Below are some records; output exactly the lines from the line with "middle tip: (536, 393)" to the line with "index tip: (539, 368)", both ends kept, and nothing more.

BEGIN Available data

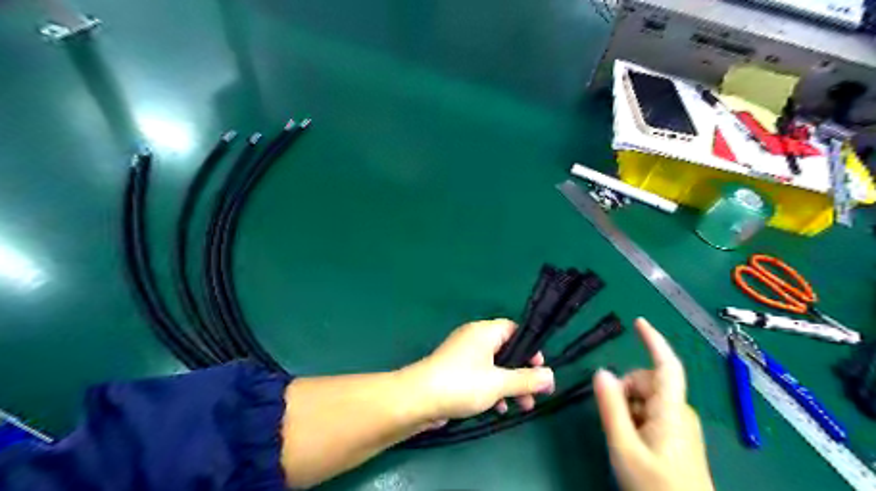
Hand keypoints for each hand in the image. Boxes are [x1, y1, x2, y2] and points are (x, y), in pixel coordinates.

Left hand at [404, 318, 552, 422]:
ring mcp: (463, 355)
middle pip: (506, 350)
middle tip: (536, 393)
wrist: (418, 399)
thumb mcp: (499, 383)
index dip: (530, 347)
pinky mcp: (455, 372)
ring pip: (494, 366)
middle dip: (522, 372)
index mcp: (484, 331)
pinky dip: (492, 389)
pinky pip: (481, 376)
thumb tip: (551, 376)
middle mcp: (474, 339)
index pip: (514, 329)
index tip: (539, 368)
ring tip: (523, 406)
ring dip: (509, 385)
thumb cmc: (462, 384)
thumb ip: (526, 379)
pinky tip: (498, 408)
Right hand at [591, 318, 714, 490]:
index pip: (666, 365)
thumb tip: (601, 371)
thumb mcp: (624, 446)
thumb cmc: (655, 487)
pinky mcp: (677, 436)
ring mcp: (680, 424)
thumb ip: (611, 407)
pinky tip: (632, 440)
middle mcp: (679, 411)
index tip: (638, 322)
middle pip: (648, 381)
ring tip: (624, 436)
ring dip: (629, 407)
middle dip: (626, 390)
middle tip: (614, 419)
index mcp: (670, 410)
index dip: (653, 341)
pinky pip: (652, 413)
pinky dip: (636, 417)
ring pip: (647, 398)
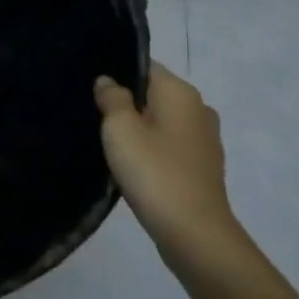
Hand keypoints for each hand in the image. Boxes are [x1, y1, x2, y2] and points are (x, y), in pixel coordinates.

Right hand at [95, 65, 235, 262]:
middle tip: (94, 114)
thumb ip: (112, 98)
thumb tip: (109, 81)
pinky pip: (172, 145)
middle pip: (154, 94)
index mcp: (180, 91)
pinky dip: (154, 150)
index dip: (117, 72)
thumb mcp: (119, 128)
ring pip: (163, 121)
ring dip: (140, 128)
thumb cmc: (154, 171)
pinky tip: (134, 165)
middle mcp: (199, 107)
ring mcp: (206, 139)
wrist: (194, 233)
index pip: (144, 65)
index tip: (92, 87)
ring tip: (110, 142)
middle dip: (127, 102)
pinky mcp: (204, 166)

END Available data
BEGIN Available data

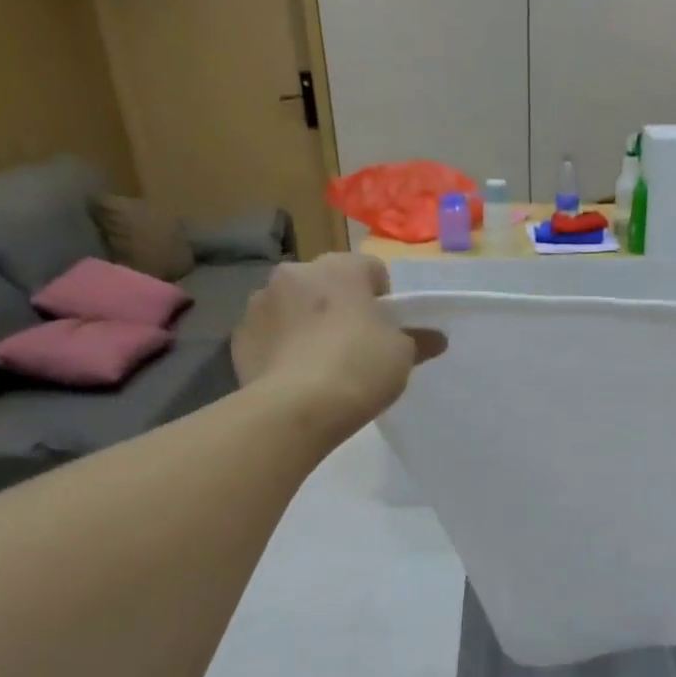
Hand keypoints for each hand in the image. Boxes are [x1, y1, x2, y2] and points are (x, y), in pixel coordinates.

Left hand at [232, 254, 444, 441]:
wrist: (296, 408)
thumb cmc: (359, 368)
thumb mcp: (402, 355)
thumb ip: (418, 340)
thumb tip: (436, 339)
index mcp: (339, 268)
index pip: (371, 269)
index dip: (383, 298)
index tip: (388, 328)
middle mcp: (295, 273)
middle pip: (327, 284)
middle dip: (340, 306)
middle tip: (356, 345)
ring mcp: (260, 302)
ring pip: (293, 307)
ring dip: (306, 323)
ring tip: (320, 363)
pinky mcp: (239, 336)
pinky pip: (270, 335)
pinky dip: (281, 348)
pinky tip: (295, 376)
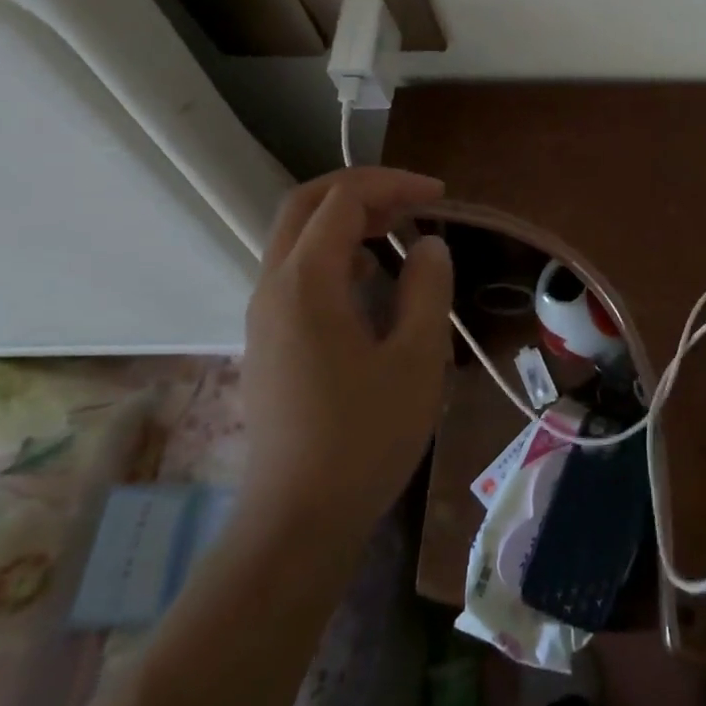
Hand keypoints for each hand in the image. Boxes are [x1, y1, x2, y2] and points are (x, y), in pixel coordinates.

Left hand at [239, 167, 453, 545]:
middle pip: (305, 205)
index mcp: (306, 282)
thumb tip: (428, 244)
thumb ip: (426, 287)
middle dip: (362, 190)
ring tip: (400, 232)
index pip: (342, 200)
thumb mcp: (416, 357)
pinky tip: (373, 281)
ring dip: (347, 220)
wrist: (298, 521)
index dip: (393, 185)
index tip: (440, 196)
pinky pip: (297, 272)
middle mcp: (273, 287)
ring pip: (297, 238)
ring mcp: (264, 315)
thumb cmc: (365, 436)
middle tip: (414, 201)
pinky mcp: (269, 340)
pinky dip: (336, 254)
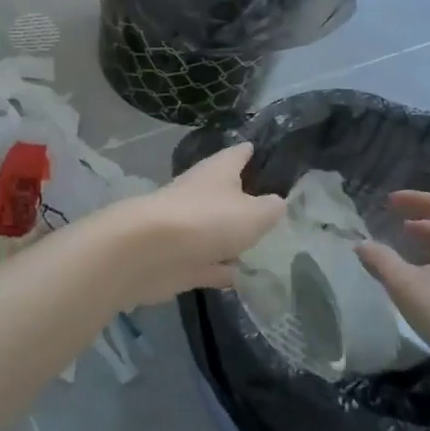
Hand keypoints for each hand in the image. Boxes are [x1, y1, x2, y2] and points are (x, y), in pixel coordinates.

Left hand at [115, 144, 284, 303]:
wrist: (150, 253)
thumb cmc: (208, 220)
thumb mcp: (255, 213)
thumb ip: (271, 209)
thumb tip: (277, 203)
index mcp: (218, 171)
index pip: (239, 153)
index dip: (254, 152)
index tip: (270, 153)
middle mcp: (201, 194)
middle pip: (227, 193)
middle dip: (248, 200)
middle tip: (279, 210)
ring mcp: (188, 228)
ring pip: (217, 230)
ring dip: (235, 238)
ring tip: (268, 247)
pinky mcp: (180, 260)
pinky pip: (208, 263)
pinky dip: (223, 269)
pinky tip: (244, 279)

END Available data

■ Solution to the problem:
middle tip: (536, 393)
wrist: (418, 399)
thumb mcp: (499, 383)
index dip: (530, 347)
pinky mcp: (455, 372)
ring pip: (494, 366)
middle dip: (522, 372)
index mcp: (484, 331)
pinky dip: (492, 389)
pinky pip: (481, 376)
thumb tip: (551, 376)
middle mcp: (474, 339)
index pip: (514, 329)
index tip: (539, 368)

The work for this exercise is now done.